The wheelie case option is currently only available in the EasyJet app, but will be added to the website “in the coming weeks.”
Brittany Ferries sees high demand for summer 2022
Brittany Ferries has reported a sharp increase in bookings for summer 2022, following two summer seasons heavily affected by the Covid pandemic.
In October, the company received 190,000 bookings for next year, 48% more than were registered in October 2019 for summer 2020.
UK-France reservations were up 40%, while demand for crossings between France and Ireland had risen by 234%.
This comes after Brittany Ferries received a €45million grant from the French government to help it keep going after a cash-flow crisis caused by Covid and Brexit.
“The horizon is finally beginning to brighten and I am delighted by the increase in bookings for next year’s season,” said Christophe Mathieu, Brittany Ferries’ managing director.
Around 982,000 passengers normally travel with Brittany Ferries each summer, but in 2020 and 2021, the figure only reached 235,000 and 245,000 respectively.
Toulouse-Barcelona TGV will not resume in 2022
The direct TGV line running between Toulouse and Barcelona will not restart in 2022.
The service – run jointly by SNCF and Renfe – had enabled travellers to move between the two cities in 3h12 since 2013, but was paused during the Covid pandemic.
Even before the crisis, the line had not attracted sufficient passenger numbers, partly because of its unsociable departure and return times.
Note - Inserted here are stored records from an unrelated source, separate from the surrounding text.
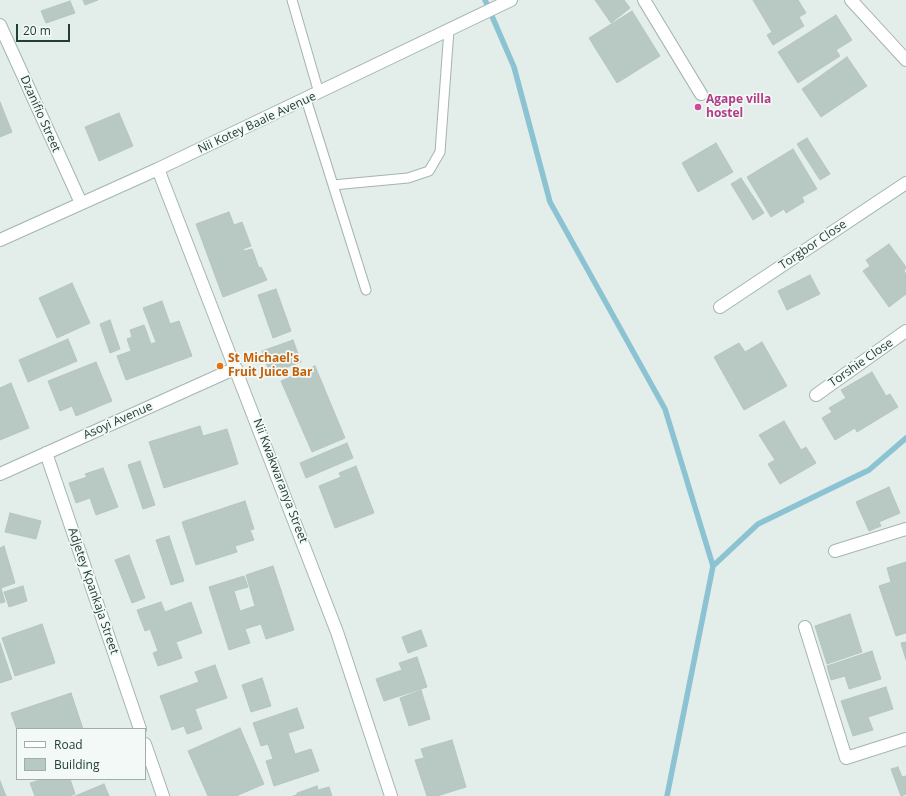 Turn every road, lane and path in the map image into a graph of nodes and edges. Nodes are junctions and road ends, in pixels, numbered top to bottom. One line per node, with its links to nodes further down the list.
1 (292, 0): 8 (lane)
2 (511, 0): 6 (street, Nii Kotey Baale Avenue)
3 (644, 0): 9 (street)
4 (851, 0): 7 (street)
5 (0, 24): 14 (street, Dzanifio Street)
6 (449, 30): 8 (street, Nii Kotey Baale Avenue); 13 (lane)
7 (906, 60)
8 (319, 93): 10 (street, Nii Kotey Baale Avenue)
9 (701, 94)
10 (306, 99): 11 (street, Nii Kotey Baale Avenue); 13 (lane)
11 (158, 170): 14 (street, Nii Kotey Baale Avenue); 19 (street, Nii Kwakwaranya Street)
12 (906, 183): 17 (street, Torgbor Close)
13 (333, 185): 16 (lane)
14 (81, 203): 15 (street, Nii Kotey Baale Avenue)
15 (0, 240)
16 (366, 290)
17 (720, 307)
18 (906, 331): 20 (street, Torshie Close)
19 (236, 368): 21 (street, Asoyi Avenue); 30 (street, Nii Kwakwaranya Street)
20 (816, 395)
21 (46, 453): 22 (street, Asoyi Avenue); 26 (street, Adjetey Kpankaja Street)
22 (0, 474)
23 (906, 529): 24 (street)
24 (835, 551)
25 (805, 627): 27 (street)
26 (140, 728)
27 (906, 739)
28 (146, 747): 29 (street)
29 (163, 796)
30 (391, 796)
In summer 2017, only 55,000 people had used the service.
Now that the line has been indefinitely suspended, passengers can still travel from Toulouse to Barcelona, but must change in Narbonne, bringing the journey time up to 3h30 or 3h40.
CDG Express airport train project delayed
Paris’ CDG Express airport rail link will not come into service until late 2026 or early 2027 having been delayed by the pandemic and work related to the 2024 Olympics.
The CDG Express, which will get passengers from central Paris to Charles de Gaulle Airport within 20 minutes and run every 15 minutes between 05:00 and midnight, was first conceived as a project in 2019.
In all the project will cost €2.2billion, with €537million going directly into improving the RER B line.
Transavia offers flights between Paris and Ivalo, Finland
Transavia is launching a winter route between Paris-Orly and Ivalo in Finland, with tickets already on sale.
The airline will offer one weekly flight to the Lapland village from January 8 until March 12, 2022 enabling holidaymakers to enjoy its huge pine forests and the possibility of seeing the Northern Lights.
Ivalo joins Transavia’s other winter destinations, which include Hurghada in Egypt, the Jordanian capital of Amman, Rome, Krakov, Berlin, Stockholm and Cape Verde.
Air Corsica opens bookings for summer 2022
Air Corsica has begun selling tickets for spring and summer 2022, but its offering is still reduced in comparison to pre-pandemic times.
Passengers can fly from Ajaccio, Bastia, Calvi and Figari to Paris-Orly, Marseille, Nice, Lyon, Toulon, Toulouse, Clermont-Ferrand and Dole.
Currently, Air Corsica’s only foreign destination is Charleroi in Belgium, while before Covid it also offered flights to cities including London and Porto.
Airbus completes first long-haul formation flight
Airbus has completed the first long-haul demonstration of a formation flight as part of fello’fly, a project aimed at reducing fuel consumption and CO2 emissions.
One Airbus A350 took off from Toulouse for Montreal on Tuesday, November 9, with another following three kilometres behind.
Airbus says that this saved more than six tonnes of CO2 for the second plane, which was able to use less energy as it travelled in the wake of the first and avoided areas of turbulence.
This trial confirms that more than 5% of fuel can be saved on long-haul flights carried out in this formation.
In September 2020, Airbus signed an agreement with Frenchbee and SAS Scandinavian Airlines, along with French and UK national air traffic organisations, through which they promised to explore ways in which flights could be organised in order to create formations on a regular basis.
For this plan to become a reality, Airbus must first obtain the permission of the relevant authorities.